Page 1 of 1

sequential files - flush option?

Posted: Thu Jun 25, 2009 12:03 am
by jgreve
Is there a way to force a record by record flush for sequential files?
In c, I'd use fflush( seqfile );

I would like a better idea of the output rate - is it steady? bursty?
My job is buffering about 300 records between flushes,
and at 3 to 5 minutes per flush, that seems like a coarse
average.

I suppose get a better rate with a peek-stage and pulling time stamps
from the job log. *shrug* I'm just looking for ideas
("more than 1 way to do it" and all that).
John G.

Posted: Thu Jun 25, 2009 12:57 am
by ArndW
Buffering is always a tradeoff - by increasing the buffer sizes you also increase throughput but, in the case of failure, you will lose more data. Since DataStage jobs generally are all-or-nothing there is no benefit in force-writing data more frequently. But if you do require more frequent flushing to disk you can play with the APT settings for:

APT_BUFFER_MAXIMUM_MEMORY, APT_BUFFER_MAXIMUM_TIMEOUT, APT_BUFFER_DISK_WRITE_INCREMENT, APT_BUFFERING_POLICY

Posted: Thu Jun 25, 2009 10:35 am
by jgreve
Ahhh.
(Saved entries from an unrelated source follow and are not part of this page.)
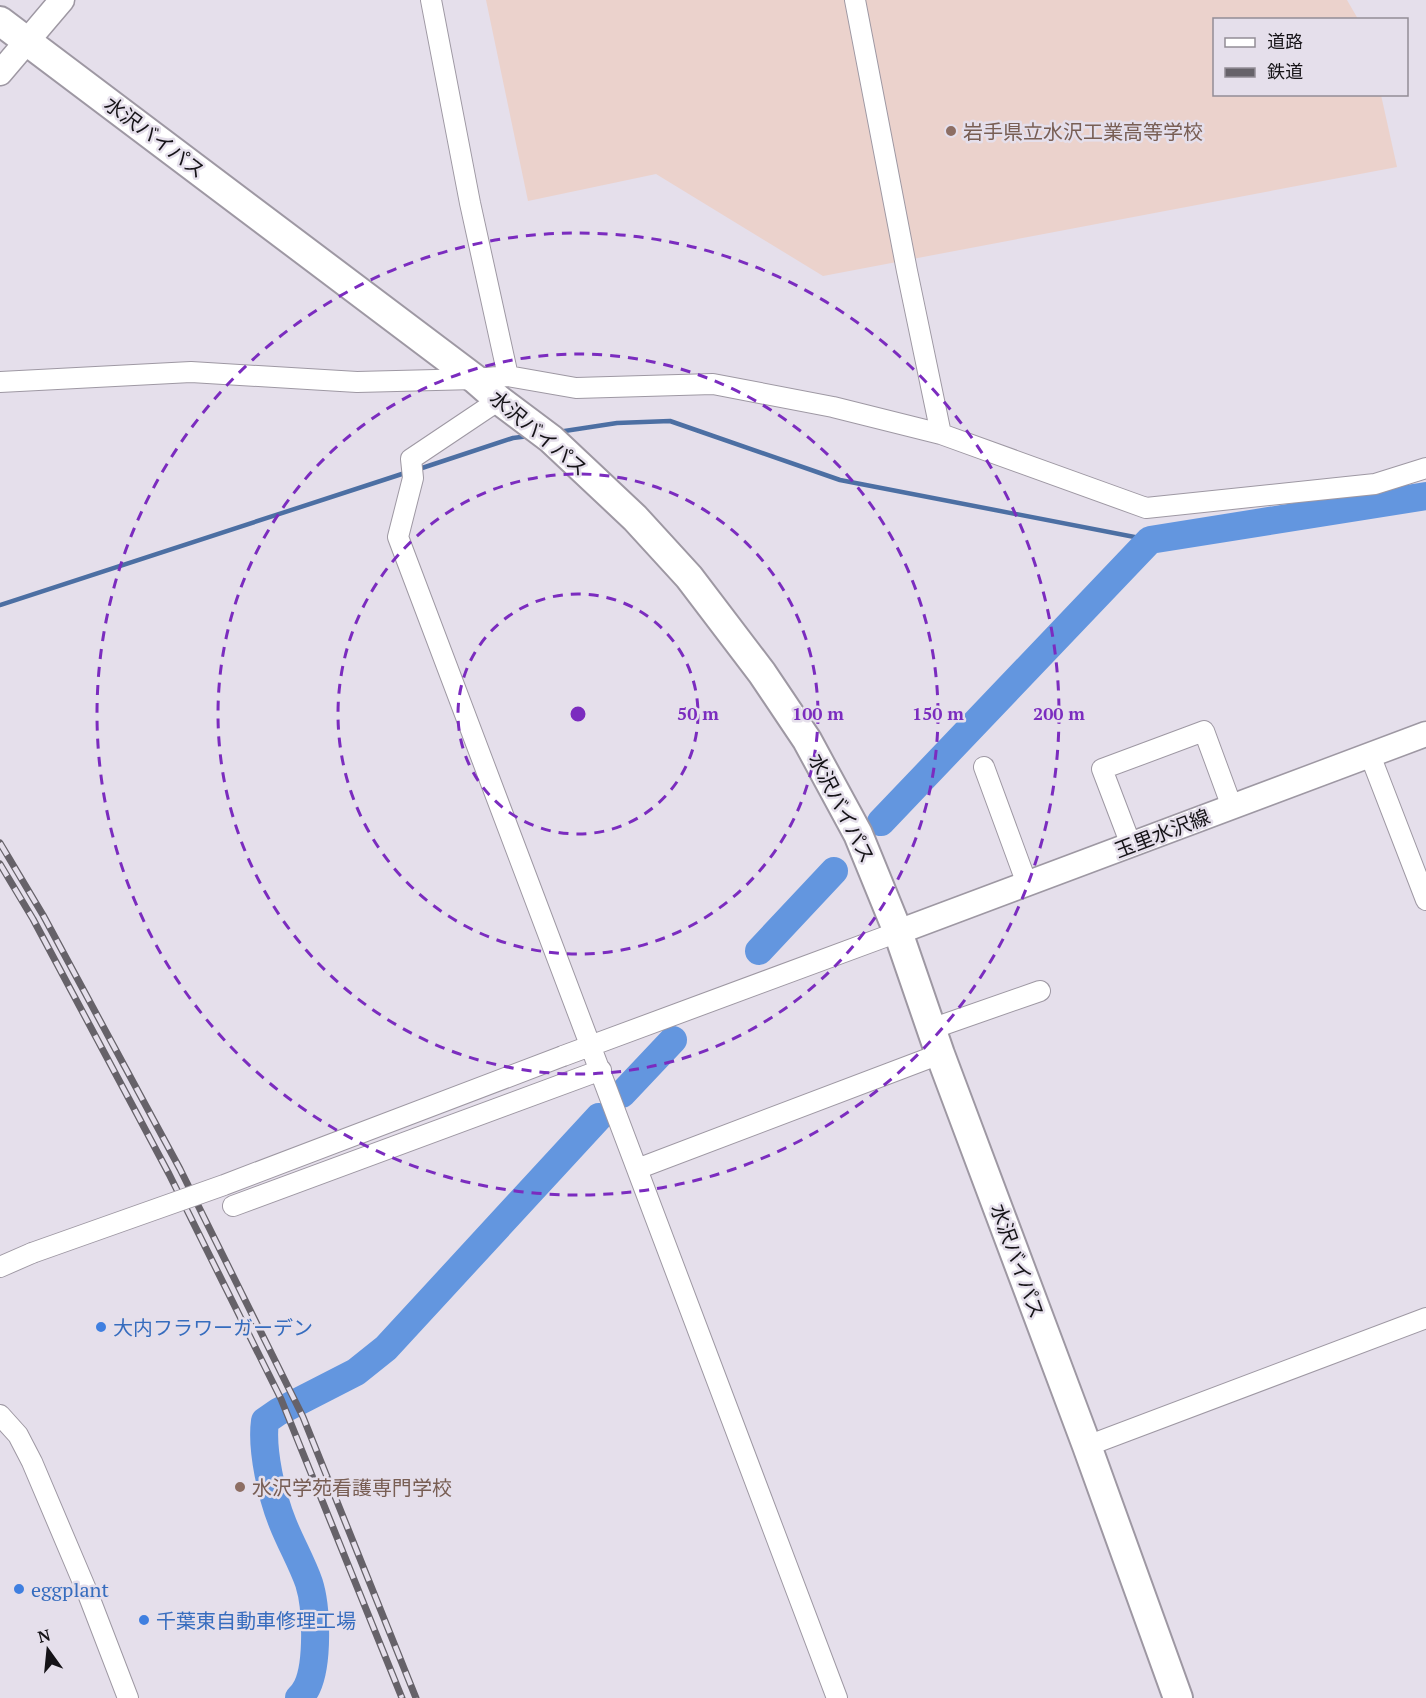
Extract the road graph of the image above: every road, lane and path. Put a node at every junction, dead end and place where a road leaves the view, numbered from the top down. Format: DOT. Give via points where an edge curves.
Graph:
graph roads {
  1 [pos="62,0"];
  2 [pos="431,0"];
  3 [pos="855,0"];
  4 [pos="0,21"];
  5 [pos="27,40"];
  6 [pos="0,73"];
  7 [pos="475,379"];
  8 [pos="0,382"];
  9 [pos="503,388"];
  10 [pos="941,434"];
  11 [pos="1426,468"];
  12 [pos="1426,734"];
  13 [pos="1370,755"];
  14 [pos="984,767"];
  15 [pos="1232,807"];
  16 [pos="1131,844"];
  17 [pos="1027,884"];
  18 [pos="1426,900"];
  19 [pos="898,932"];
  20 [pos="1040,991"];
  21 [pos="936,1042"];
  22 [pos="592,1046"];
  23 [pos="601,1070"];
  24 [pos="637,1169"];
  25 [pos="233,1206"];
  26 [pos="0,1268"];
  27 [pos="1426,1318"];
  28 [pos="0,1414"];
  29 [pos="1087,1446"];
  30 [pos="128,1698"];
  31 [pos="837,1698"];
  32 [pos="1178,1698"];
  1 -- 5 [label="main road"];
  2 -- 9 [label="street"];
  3 -- 10 [label="street"];
  4 -- 5 [label="highway, 水沢バイパス"];
  5 -- 6 [label="main road"];
  5 -- 7 [label="highway, 水沢バイパス"];
  7 -- 8 [label="street" via="357,382 191,372"];
  7 -- 9 [label="highway, 水沢バイパス"];
  9 -- 10 [label="street" via="713,384 833,407"];
  9 -- 19 [label="highway, 水沢バイパス" via="689,577 762,673 807,740 858,834"];
  9 -- 22 [label="street" via="411,459 413,478 398,537"];
  10 -- 11 [label="street" via="1146,508 1375,484"];
  12 -- 13 [label="main road, 玉里水沢線"];
  13 -- 15 [label="main road, 玉里水沢線"];
  13 -- 18 [label="street"];
  14 -- 17 [label="street"];
  15 -- 16 [label="main road, 玉里水沢線"];
  15 -- 16 [label="street" via="1204,731 1102,769"];
  16 -- 17 [label="main road, 玉里水沢線"];
  17 -- 19 [label="main road, 玉里水沢線"];
  19 -- 21 [label="highway, 水沢バイパス"];
  19 -- 22 [label="street"];
  20 -- 21 [label="street"];
  21 -- 24 [label="street"];
  21 -- 29 [label="highway, 水沢バイパス"];
  22 -- 23 [label="street"];
  22 -- 26 [label="street, bridge"];
  23 -- 24 [label="street"];
  23 -- 25 [label="street"];
  24 -- 31 [label="street"];
  27 -- 29 [label="street"];
  28 -- 30 [label="street" via="18,1435 32,1462"];
  29 -- 32 [label="highway, 水沢バイパス"];
}
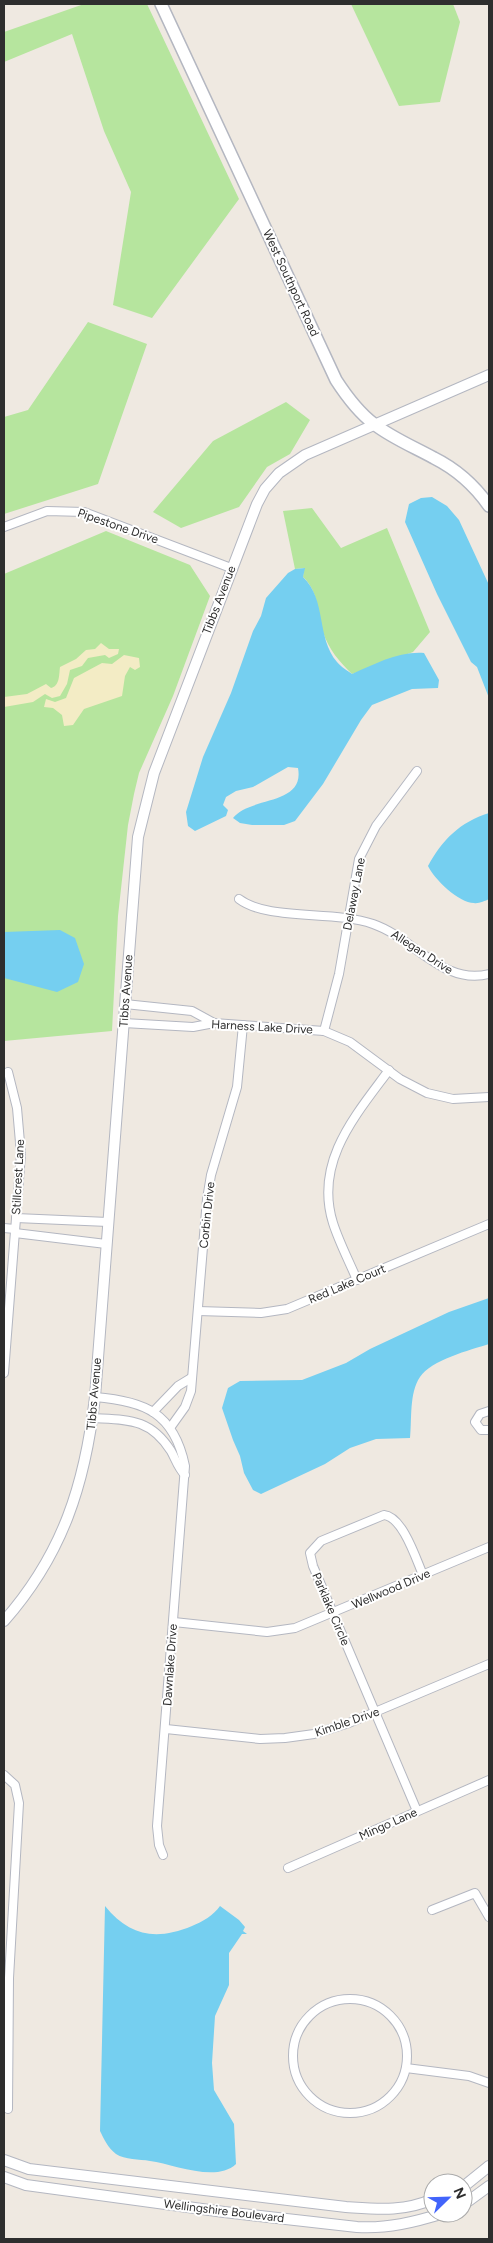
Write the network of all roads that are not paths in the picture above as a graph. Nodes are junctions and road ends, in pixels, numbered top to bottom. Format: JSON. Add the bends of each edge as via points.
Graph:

That helps my perspective.
Thank you!

I was focusing on designer seqfile options, like this:
  • Output->Properties->Source->File=xyz.dat
    Output->Properties->Source->ReadMethod=...
ArndW wrote:APT_BUFFER_MAXIMUM_MEMORY,
APT_BUFFER_MAXIMUM_TIMEOUT,
APT_BUFFER_DISK_WRITE_INCREMENT,
APT_BUFFERING_POLICY